▶ DATA FOR REVIEW:
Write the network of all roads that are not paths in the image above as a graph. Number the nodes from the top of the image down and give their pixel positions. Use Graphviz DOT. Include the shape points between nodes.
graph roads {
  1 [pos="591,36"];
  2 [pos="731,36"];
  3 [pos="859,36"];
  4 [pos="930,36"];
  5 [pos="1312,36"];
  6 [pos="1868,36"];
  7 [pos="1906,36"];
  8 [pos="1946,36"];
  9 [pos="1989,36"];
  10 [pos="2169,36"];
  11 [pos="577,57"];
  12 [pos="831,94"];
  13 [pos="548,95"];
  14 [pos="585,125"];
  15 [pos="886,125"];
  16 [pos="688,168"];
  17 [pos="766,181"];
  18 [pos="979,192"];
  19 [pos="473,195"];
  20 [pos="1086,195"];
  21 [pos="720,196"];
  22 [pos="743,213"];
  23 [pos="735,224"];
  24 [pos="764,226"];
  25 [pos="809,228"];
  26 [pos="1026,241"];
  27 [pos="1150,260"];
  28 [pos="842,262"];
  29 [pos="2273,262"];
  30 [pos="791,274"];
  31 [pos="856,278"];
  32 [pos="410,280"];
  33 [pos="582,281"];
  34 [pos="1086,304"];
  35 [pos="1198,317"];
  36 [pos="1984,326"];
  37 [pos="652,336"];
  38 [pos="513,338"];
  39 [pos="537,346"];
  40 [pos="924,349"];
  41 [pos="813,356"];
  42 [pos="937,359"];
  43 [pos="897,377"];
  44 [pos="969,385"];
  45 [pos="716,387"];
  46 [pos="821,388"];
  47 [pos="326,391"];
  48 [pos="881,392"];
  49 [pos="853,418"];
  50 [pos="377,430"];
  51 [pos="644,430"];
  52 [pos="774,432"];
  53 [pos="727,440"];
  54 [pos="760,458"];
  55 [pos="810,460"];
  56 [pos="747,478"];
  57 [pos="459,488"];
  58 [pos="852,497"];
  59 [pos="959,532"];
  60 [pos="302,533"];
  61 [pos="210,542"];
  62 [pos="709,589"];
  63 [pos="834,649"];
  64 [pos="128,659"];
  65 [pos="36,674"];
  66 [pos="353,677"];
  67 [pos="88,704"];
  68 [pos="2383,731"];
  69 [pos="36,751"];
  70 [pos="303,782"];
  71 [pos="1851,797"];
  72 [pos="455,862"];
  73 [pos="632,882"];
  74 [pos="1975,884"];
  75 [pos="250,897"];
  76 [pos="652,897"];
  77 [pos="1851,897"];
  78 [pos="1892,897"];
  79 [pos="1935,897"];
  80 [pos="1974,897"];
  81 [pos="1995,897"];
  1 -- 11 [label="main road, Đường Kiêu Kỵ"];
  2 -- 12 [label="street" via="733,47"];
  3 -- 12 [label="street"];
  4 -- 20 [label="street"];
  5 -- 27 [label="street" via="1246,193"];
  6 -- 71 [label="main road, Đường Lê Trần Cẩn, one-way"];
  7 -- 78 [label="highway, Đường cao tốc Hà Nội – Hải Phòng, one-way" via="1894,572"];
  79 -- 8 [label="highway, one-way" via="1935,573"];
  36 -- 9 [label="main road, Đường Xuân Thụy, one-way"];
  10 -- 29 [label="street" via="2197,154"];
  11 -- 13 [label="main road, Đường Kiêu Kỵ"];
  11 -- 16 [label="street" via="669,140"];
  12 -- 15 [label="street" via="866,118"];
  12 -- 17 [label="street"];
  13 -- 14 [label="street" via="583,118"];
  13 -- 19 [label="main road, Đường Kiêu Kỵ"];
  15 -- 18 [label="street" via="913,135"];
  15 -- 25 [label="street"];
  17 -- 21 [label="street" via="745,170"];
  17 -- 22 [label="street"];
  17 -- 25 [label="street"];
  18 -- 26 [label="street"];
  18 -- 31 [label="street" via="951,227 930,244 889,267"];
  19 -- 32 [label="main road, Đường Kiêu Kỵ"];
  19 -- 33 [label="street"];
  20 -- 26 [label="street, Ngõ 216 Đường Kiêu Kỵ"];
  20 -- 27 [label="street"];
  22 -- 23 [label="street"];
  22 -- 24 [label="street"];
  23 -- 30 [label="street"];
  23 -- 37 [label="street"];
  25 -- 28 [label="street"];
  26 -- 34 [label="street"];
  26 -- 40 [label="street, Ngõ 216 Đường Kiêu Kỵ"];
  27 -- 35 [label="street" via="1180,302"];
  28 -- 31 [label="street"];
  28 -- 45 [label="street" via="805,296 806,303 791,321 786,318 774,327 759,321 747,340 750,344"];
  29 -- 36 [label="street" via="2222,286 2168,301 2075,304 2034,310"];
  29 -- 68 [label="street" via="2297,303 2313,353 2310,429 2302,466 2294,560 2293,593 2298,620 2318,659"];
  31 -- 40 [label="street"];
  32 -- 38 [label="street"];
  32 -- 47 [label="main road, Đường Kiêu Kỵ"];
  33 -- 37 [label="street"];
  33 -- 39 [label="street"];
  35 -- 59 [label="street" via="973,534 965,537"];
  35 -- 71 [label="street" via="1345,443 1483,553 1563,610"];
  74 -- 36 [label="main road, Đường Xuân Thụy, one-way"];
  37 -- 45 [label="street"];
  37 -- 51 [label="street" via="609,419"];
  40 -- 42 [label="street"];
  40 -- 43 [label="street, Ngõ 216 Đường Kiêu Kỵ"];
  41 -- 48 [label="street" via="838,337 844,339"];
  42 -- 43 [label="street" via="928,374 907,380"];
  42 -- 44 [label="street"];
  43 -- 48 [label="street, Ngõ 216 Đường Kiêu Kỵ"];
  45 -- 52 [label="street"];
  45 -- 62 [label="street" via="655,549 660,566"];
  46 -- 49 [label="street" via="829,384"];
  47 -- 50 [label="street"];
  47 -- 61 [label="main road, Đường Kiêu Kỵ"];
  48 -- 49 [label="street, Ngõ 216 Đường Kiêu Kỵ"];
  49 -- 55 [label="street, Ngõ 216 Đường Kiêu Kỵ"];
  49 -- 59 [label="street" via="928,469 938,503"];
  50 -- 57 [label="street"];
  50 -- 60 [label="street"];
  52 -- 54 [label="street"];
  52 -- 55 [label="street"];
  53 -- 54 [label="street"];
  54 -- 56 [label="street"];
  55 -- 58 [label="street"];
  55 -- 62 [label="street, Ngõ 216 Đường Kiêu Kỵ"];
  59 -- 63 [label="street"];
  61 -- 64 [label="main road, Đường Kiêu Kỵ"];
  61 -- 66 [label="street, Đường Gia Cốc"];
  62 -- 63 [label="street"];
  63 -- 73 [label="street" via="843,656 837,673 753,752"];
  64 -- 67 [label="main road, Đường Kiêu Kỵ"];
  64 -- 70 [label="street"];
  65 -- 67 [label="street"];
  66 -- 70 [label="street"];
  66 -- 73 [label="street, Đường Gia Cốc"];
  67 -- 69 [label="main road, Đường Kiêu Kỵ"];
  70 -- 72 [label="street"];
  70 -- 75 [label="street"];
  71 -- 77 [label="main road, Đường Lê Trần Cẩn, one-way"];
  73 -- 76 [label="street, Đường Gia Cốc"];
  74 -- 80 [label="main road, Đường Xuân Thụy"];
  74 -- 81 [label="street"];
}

▶ WORK TO COMPLETE: An exact copy of every entry is the expected result.

▶ OUTPUT BELOW:
Write the network of all roads that are not paths in the image above as a graph. Number the nodes from the top of the image down and give their pixel positions. Use Graphviz DOT. Include the shape points between nodes.
graph roads {
  1 [pos="591,36"];
  2 [pos="731,36"];
  3 [pos="859,36"];
  4 [pos="930,36"];
  5 [pos="1312,36"];
  6 [pos="1868,36"];
  7 [pos="1906,36"];
  8 [pos="1946,36"];
  9 [pos="1989,36"];
  10 [pos="2169,36"];
  11 [pos="577,57"];
  12 [pos="831,94"];
  13 [pos="548,95"];
  14 [pos="585,125"];
  15 [pos="886,125"];
  16 [pos="688,168"];
  17 [pos="766,181"];
  18 [pos="979,192"];
  19 [pos="473,195"];
  20 [pos="1086,195"];
  21 [pos="720,196"];
  22 [pos="743,213"];
  23 [pos="735,224"];
  24 [pos="764,226"];
  25 [pos="809,228"];
  26 [pos="1026,241"];
  27 [pos="1150,260"];
  28 [pos="842,262"];
  29 [pos="2273,262"];
  30 [pos="791,274"];
  31 [pos="856,278"];
  32 [pos="410,280"];
  33 [pos="582,281"];
  34 [pos="1086,304"];
  35 [pos="1198,317"];
  36 [pos="1984,326"];
  37 [pos="652,336"];
  38 [pos="513,338"];
  39 [pos="537,346"];
  40 [pos="924,349"];
  41 [pos="813,356"];
  42 [pos="937,359"];
  43 [pos="897,377"];
  44 [pos="969,385"];
  45 [pos="716,387"];
  46 [pos="821,388"];
  47 [pos="326,391"];
  48 [pos="881,392"];
  49 [pos="853,418"];
  50 [pos="377,430"];
  51 [pos="644,430"];
  52 [pos="774,432"];
  53 [pos="727,440"];
  54 [pos="760,458"];
  55 [pos="810,460"];
  56 [pos="747,478"];
  57 [pos="459,488"];
  58 [pos="852,497"];
  59 [pos="959,532"];
  60 [pos="302,533"];
  61 [pos="210,542"];
  62 [pos="709,589"];
  63 [pos="834,649"];
  64 [pos="128,659"];
  65 [pos="36,674"];
  66 [pos="353,677"];
  67 [pos="88,704"];
  68 [pos="2383,731"];
  69 [pos="36,751"];
  70 [pos="303,782"];
  71 [pos="1851,797"];
  72 [pos="455,862"];
  73 [pos="632,882"];
  74 [pos="1975,884"];
  75 [pos="250,897"];
  76 [pos="652,897"];
  77 [pos="1851,897"];
  78 [pos="1892,897"];
  79 [pos="1935,897"];
  80 [pos="1974,897"];
  81 [pos="1995,897"];
  1 -- 11 [label="main road, Đường Kiêu Kỵ"];
  2 -- 12 [label="street" via="733,47"];
  3 -- 12 [label="street"];
  4 -- 20 [label="street"];
  5 -- 27 [label="street" via="1246,193"];
  6 -- 71 [label="main road, Đường Lê Trần Cẩn, one-way"];
  7 -- 78 [label="highway, Đường cao tốc Hà Nội – Hải Phòng, one-way" via="1894,572"];
  79 -- 8 [label="highway, one-way" via="1935,573"];
  36 -- 9 [label="main road, Đường Xuân Thụy, one-way"];
  10 -- 29 [label="street" via="2197,154"];
  11 -- 13 [label="main road, Đường Kiêu Kỵ"];
  11 -- 16 [label="street" via="669,140"];
  12 -- 15 [label="street" via="866,118"];
  12 -- 17 [label="street"];
  13 -- 14 [label="street" via="583,118"];
  13 -- 19 [label="main road, Đường Kiêu Kỵ"];
  15 -- 18 [label="street" via="913,135"];
  15 -- 25 [label="street"];
  17 -- 21 [label="street" via="745,170"];
  17 -- 22 [label="street"];
  17 -- 25 [label="street"];
  18 -- 26 [label="street"];
  18 -- 31 [label="street" via="951,227 930,244 889,267"];
  19 -- 32 [label="main road, Đường Kiêu Kỵ"];
  19 -- 33 [label="street"];
  20 -- 26 [label="street, Ngõ 216 Đường Kiêu Kỵ"];
  20 -- 27 [label="street"];
  22 -- 23 [label="street"];
  22 -- 24 [label="street"];
  23 -- 30 [label="street"];
  23 -- 37 [label="street"];
  25 -- 28 [label="street"];
  26 -- 34 [label="street"];
  26 -- 40 [label="street, Ngõ 216 Đường Kiêu Kỵ"];
  27 -- 35 [label="street" via="1180,302"];
  28 -- 31 [label="street"];
  28 -- 45 [label="street" via="805,296 806,303 791,321 786,318 774,327 759,321 747,340 750,344"];
  29 -- 36 [label="street" via="2222,286 2168,301 2075,304 2034,310"];
  29 -- 68 [label="street" via="2297,303 2313,353 2310,429 2302,466 2294,560 2293,593 2298,620 2318,659"];
  31 -- 40 [label="street"];
  32 -- 38 [label="street"];
  32 -- 47 [label="main road, Đường Kiêu Kỵ"];
  33 -- 37 [label="street"];
  33 -- 39 [label="street"];
  35 -- 59 [label="street" via="973,534 965,537"];
  35 -- 71 [label="street" via="1345,443 1483,553 1563,610"];
  74 -- 36 [label="main road, Đường Xuân Thụy, one-way"];
  37 -- 45 [label="street"];
  37 -- 51 [label="street" via="609,419"];
  40 -- 42 [label="street"];
  40 -- 43 [label="street, Ngõ 216 Đường Kiêu Kỵ"];
  41 -- 48 [label="street" via="838,337 844,339"];
  42 -- 43 [label="street" via="928,374 907,380"];
  42 -- 44 [label="street"];
  43 -- 48 [label="street, Ngõ 216 Đường Kiêu Kỵ"];
  45 -- 52 [label="street"];
  45 -- 62 [label="street" via="655,549 660,566"];
  46 -- 49 [label="street" via="829,384"];
  47 -- 50 [label="street"];
  47 -- 61 [label="main road, Đường Kiêu Kỵ"];
  48 -- 49 [label="street, Ngõ 216 Đường Kiêu Kỵ"];
  49 -- 55 [label="street, Ngõ 216 Đường Kiêu Kỵ"];
  49 -- 59 [label="street" via="928,469 938,503"];
  50 -- 57 [label="street"];
  50 -- 60 [label="street"];
  52 -- 54 [label="street"];
  52 -- 55 [label="street"];
  53 -- 54 [label="street"];
  54 -- 56 [label="street"];
  55 -- 58 [label="street"];
  55 -- 62 [label="street, Ngõ 216 Đường Kiêu Kỵ"];
  59 -- 63 [label="street"];
  61 -- 64 [label="main road, Đường Kiêu Kỵ"];
  61 -- 66 [label="street, Đường Gia Cốc"];
  62 -- 63 [label="street"];
  63 -- 73 [label="street" via="843,656 837,673 753,752"];
  64 -- 67 [label="main road, Đường Kiêu Kỵ"];
  64 -- 70 [label="street"];
  65 -- 67 [label="street"];
  66 -- 70 [label="street"];
  66 -- 73 [label="street, Đường Gia Cốc"];
  67 -- 69 [label="main road, Đường Kiêu Kỵ"];
  70 -- 72 [label="street"];
  70 -- 75 [label="street"];
  71 -- 77 [label="main road, Đường Lê Trần Cẩn, one-way"];
  73 -- 76 [label="street, Đường Gia Cốc"];
  74 -- 80 [label="main road, Đường Xuân Thụy"];
  74 -- 81 [label="street"];
}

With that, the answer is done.